Part of him wanted to go up to her, wanted to know what she felt like beneath that tight fitting corset, wanted to know what she smelt like and tasted like, but that would be a torture too terrible for even him to endure, so he shook his head and mumbled an apology before hurrying down the stairs.
“Suit yourself,” he heard her say, but didn’t trust himself to look back.
The Preacher
A woman’s laughter cut across Pioneer Square, raucous and drunk. It was a warm night and the upstairs windows in Jack’s were mostly open; the girls didn’t seem to care who heard them work. They probably considered it advertising.
William Eustace Stone, who was just Preacher Stone to the vast majority of Hawker’s Drift’s inhabitants, stood on the steps of his white clapperboard church and stared across the square towards Jack’s Saloon.
Jack’s Saloon, Casino and Whorehouse would be a more accurate title, though the cost of the extra signage would discourage a more honest description of the place from an old skinflint like Monty Jack.
Right across from his church, a veritable den of wanton drunkenness, gambling and fornication that was enjoyed by most of the men of the town and the surrounding farms, ranches and homesteads, even the ones that dutifully plodded through the door of his church every Sunday, some of them still smelling of whiskey and perfume.
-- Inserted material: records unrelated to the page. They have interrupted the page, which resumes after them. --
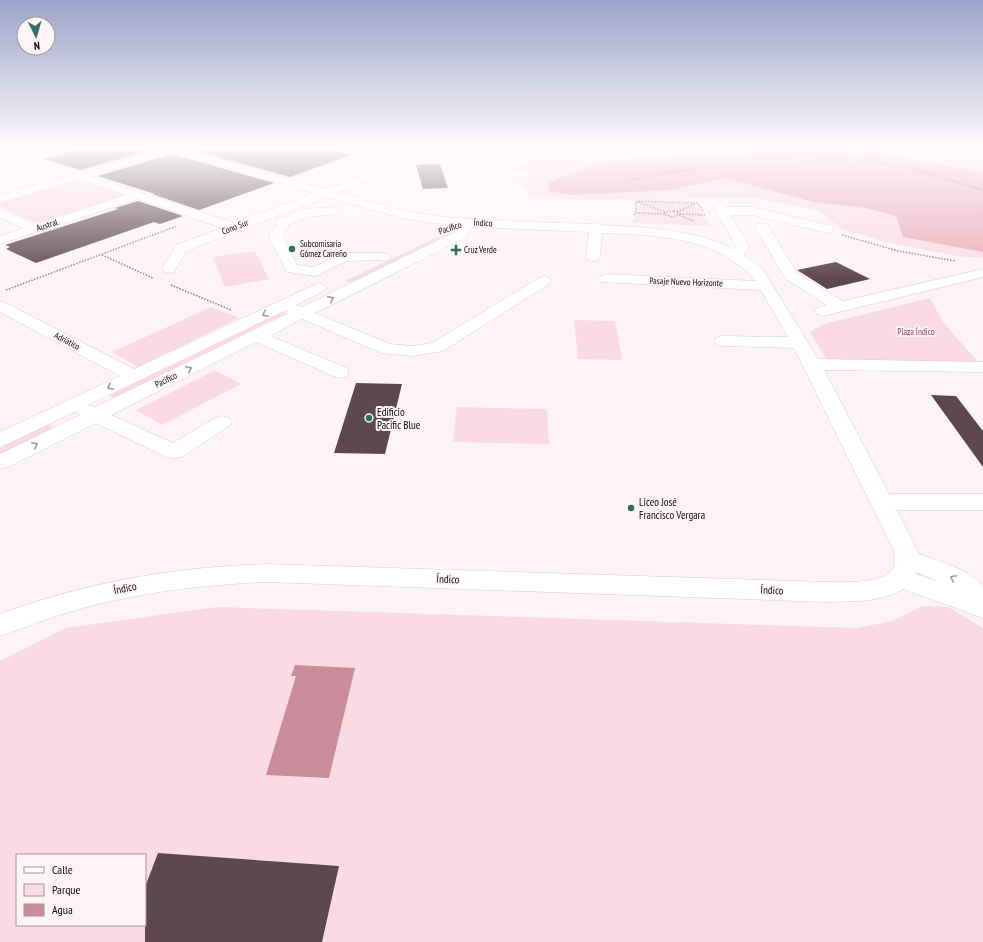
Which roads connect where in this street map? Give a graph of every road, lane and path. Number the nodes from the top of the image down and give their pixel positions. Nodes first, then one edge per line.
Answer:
1 (29, 191) edge
2 (127, 191) edge
3 (320, 191) edge
4 (327, 191) edge
5 (324, 192) junction
6 (139, 195) junction
7 (0, 199) edge
8 (636, 201) junction
9 (697, 204) junction
10 (333, 211) dead end
11 (666, 212) junction
12 (677, 212) junction
13 (0, 213) edge
14 (664, 214) junction
15 (680, 214) junction
16 (202, 217) junction
17 (416, 217) junction
18 (629, 221) junction
19 (232, 227) junction
20 (596, 227) junction
21 (762, 227) dead end
22 (36, 229) junction
23 (463, 229) junction
24 (827, 229) joint
25 (426, 232) dead end
26 (0, 240) edge
27 (102, 255) junction
28 (383, 257) junction
29 (593, 257) dead end
30 (757, 258) junction
31 (961, 262) dead end
32 (169, 269) dead end
33 (983, 273) edge
34 (157, 279) dead end
35 (606, 279) dead end
36 (544, 280) dead end
37 (171, 285) dead end
38 (766, 286) junction
39 (0, 293) edge
40 (285, 304) junction
41 (0, 306) edge
42 (841, 307) junction
43 (823, 311) dead end
44 (301, 313) junction
45 (255, 327) junction
46 (723, 342) dead end
47 (799, 343) junction
48 (812, 364) junction
49 (983, 367) edge
50 (340, 372) dead end
51 (134, 376) junction
52 (74, 404) junction
53 (96, 415) junction
54 (222, 422) dead end
55 (0, 440) edge
56 (0, 462) edge
57 (881, 502) junction
58 (983, 502) edge
59 (904, 568) junction
60 (983, 602) edge
61 (983, 608) edge
62 (0, 625) edge

1 - 7 street
2 - 6 street
3 - 5 street, Índico
4 - 5 street, Cono Sur
5 - 17 street, Índico
5 - 19 street, Cono Sur
6 - 16 street
6 - 22 street, Austral
8 - 9 path
8 - 11 path
8 - 18 path
9 - 12 path
9 - 15 path
10 - 28 street
11 - 12 path
11 - 14 path
12 - 15 path
13 - 22 street
14 - 15 path
14 - 18 path
16 - 19 street
16 - 27 path
17 - 23 street, Índico
17 - 25 street
18 - 20 street
18 - 30 street
19 - 32 street, Cono Sur
20 - 23 street
20 - 29 street
21 - 30 street
22 - 26 street, Austral
23 - 28 street, Pacífico
44 -> 23 street, Pacífico
24 - 30 street
24 - 31 path
27 - 34 path
27 - 39 path
28 - 40 street, Pacífico
30 - 38 street
30 - 42 street
33 - 42 street
35 - 38 street, Pasaje Nuevo Horizonte
36 - 44 street
37 - 45 path
38 - 47 street
40 - 44 street
40 -> 45 street, Pacífico
41 - 51 street, Adriático
42 - 43 street
44 - 45 street, Pacífico
45 - 50 street
45 - 51 street, Pacífico
53 -> 45 street, Pacífico
46 - 47 street
47 - 48 street
48 - 49 street
48 - 57 street
51 -> 52 street, Pacífico
52 - 53 street
52 - 55 street, Pacífico
53 - 54 street
56 -> 53 street, Pacífico
57 - 58 street
57 - 59 street
60 -> 59 street
59 - 61 street
59 - 62 street, Índico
“Lucky bastards…” Preacher Stone muttered, eyes following the ghostly diffused shadows moving back and forth behind the saloon’s towering frosted windows.
A long time ago he would have held nothing but contempt for the saloon and its patrons; sinners and wasters one and all, but it had been a long time since he’d enjoyed a young man’s convictions. Now he was old, his guts hurt most of the time, and his congregation thought he was a mean spirited old goat with little time for anybody but himself and God, which wasn’t entirely fair. He didn’t actually have much time for himself anymore either. He knew he wasn’t popular in the town, but he was too old to care.